Early May 1959, sometime near the Monaco GP

Why?

If Chris Amon is commonly acknowledged as the best driver never to have won a World Championship GP, then surely Jean Behra must be second in that unenviable list of unfulfilled talent. Like the Kiwi, this feisty Frenchman won his fair share of non-championship F1 races - the total commitment to beat the Ferraris at Reims, 2.5-litre engine at his disposal or not, was memorable - but he never lucked into the Championship race victory he so thoroughly deserved. Or rather, they both lucked out of them several times when they had already earned the win. Indeed, in his style and attitude Jean compares very well with his eponymous countryman who over thirty years later had the same talent of signing for the right team at the wrong time - but then Alesi at least won his Grand Prix.

On the circuit, both Frenchmen showed a never-say-die approach that culminated in hairy moments caught at the last gasp by phenomenal car control - and in Behra's time, with "driver safety" not even a forethought, this meant putting his life on the line on many occasions. With no money source of mention available to them both Behra and Alesi reached the top through their display of skill and talent alone. Behra moved up through motor-cycle racing, sharing his two-wheel and four-wheel commitments until 1952 before a quick rise through rally and sports cars saw him eclipse Maurice Trintignant as Gordini's Grand Prix team leader. Both had temperament to share, too. Jean Alesi's Sicilian blood was ever present during the 201 Grands Prix he contested whereas the ultra-competitive Behra, an ex-biker brought up in the motor racing hard school, was once described as "combatif, audacieux, brave en course plein de panache, il est aussi impulsif." Which pretty much sums up Jean Behra. Of is there still a need to translate that?

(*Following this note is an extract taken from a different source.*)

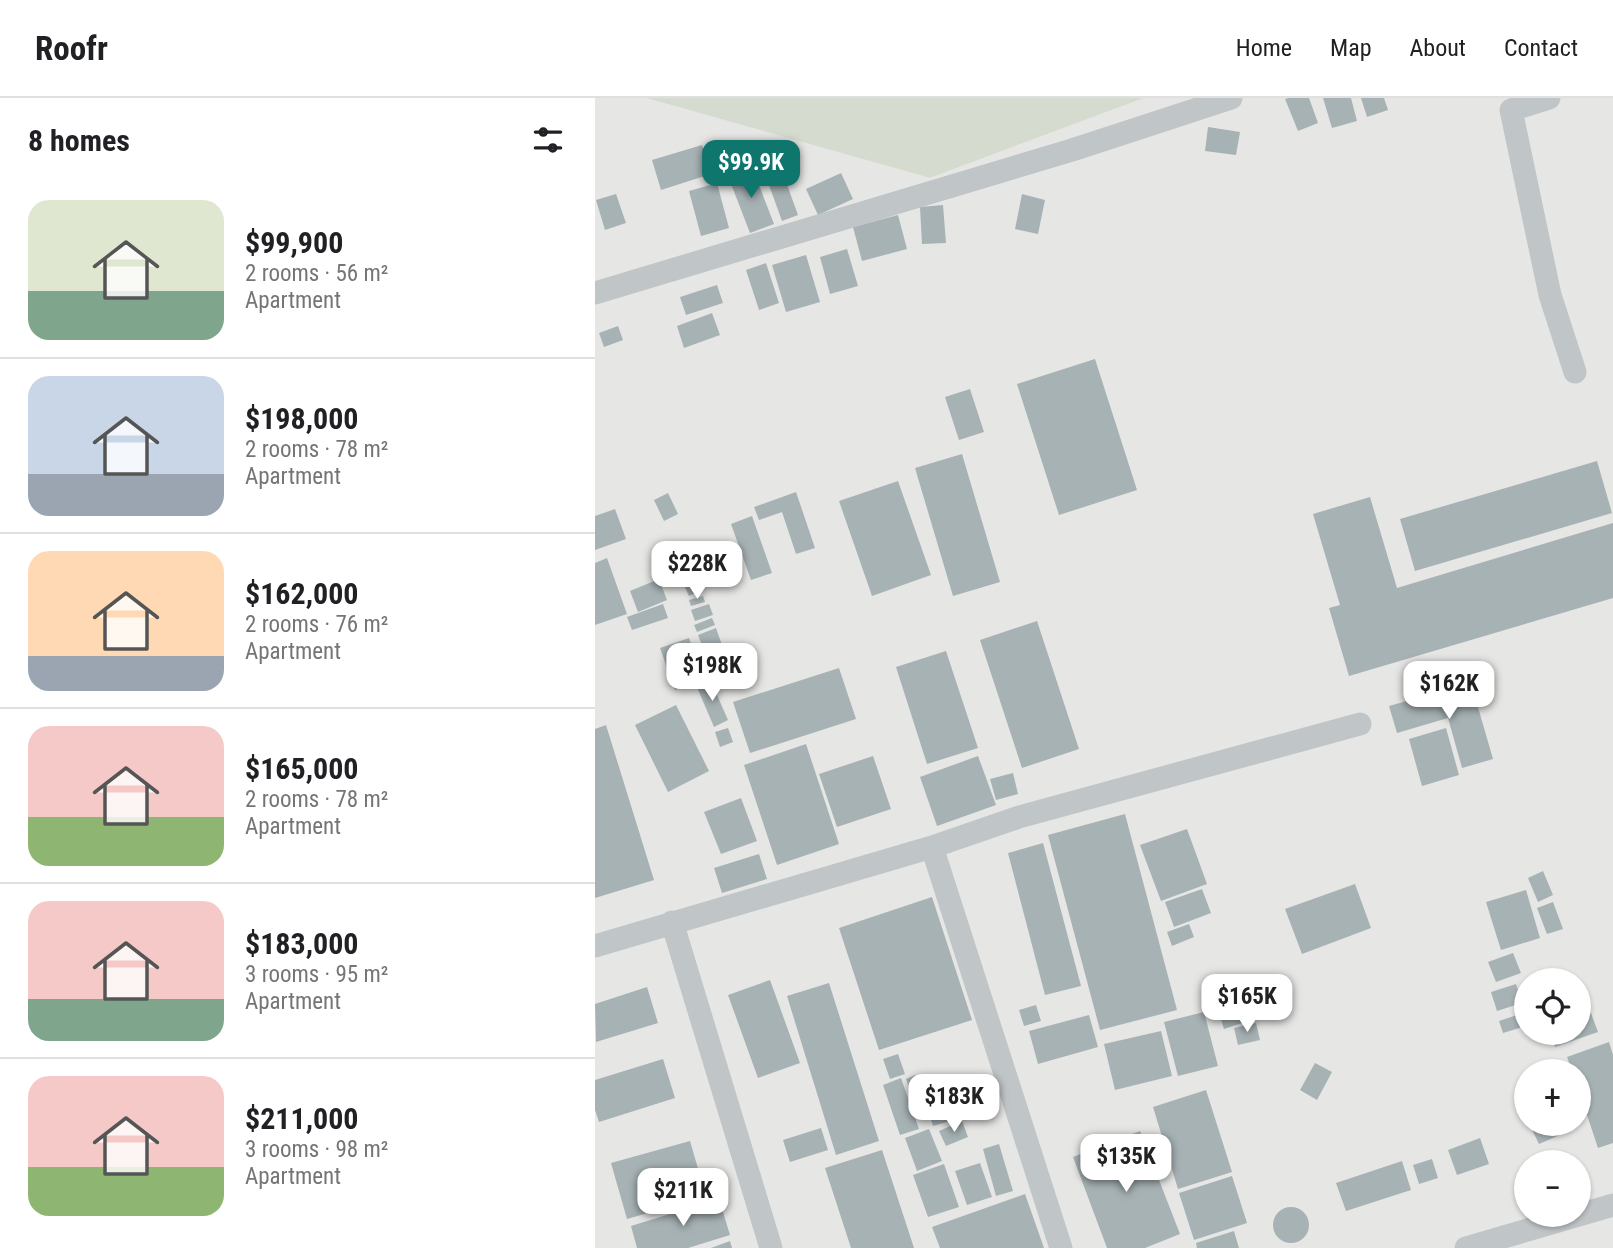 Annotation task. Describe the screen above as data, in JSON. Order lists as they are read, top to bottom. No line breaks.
{"page":{"header":"Roofr","nav":["Home","Map","About","Contact"],"heading":"8 homes","price":["$99.9K","$228K","$198K","$162K","$165K","$183K","$135K","$211K"],"list":[{"name":"$99,900","note":"2 rooms · 56 m² · Apartment"},{"name":"$198,000","note":"2 rooms · 78 m² · Apartment"},{"name":"$162,000","note":"2 rooms · 76 m² · Apartment"},{"name":"$165,000","note":"2 rooms · 78 m² · Apartment"},{"name":"$183,000","note":"3 rooms · 95 m² · Apartment"},{"name":"$211,000","note":"3 rooms · 98 m² · Apartment"}],"map_buttons":["+","−"]}}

Here we see 'Jeannot' waiting for his drive at the Modena Autodrome: the new Fantuzzi-bodied F1 Dino. Besides Behra, the two people in hats are Ing. Amorotti and Cav. Luigi Bazzi. On the left, leaning on the counter, is team manager Romolo Tavoni, the man that would play center stage in the tragedy that was to become Behra's premature death.

Why? Because this is where the comparison with Alesi stops. Although as a Ferrarista Jean Alesi was never known for censuring his own feelings towards the team or the car, his soft and friendly demeanour made his outspoken nature more tolerable, and himself even more loved with the fans. Jean Behra, though, would have his fists flying when something - or someone - upset him, offended him or, indeed, beat him. Maurice Trintignant and Georges Monneret were once at the receiving end of Behra's pugilistic outbursts, and so was Tavoni. It was to be his own undoing. Having survived broken arms and ribs, burns to his face and battle-scarred body, losing an ear during the 1955 TT and tumbling down a ravine during the 1952 Carrera Panamericana, he wouldn't survive his contretemps with Ferrari's top brass.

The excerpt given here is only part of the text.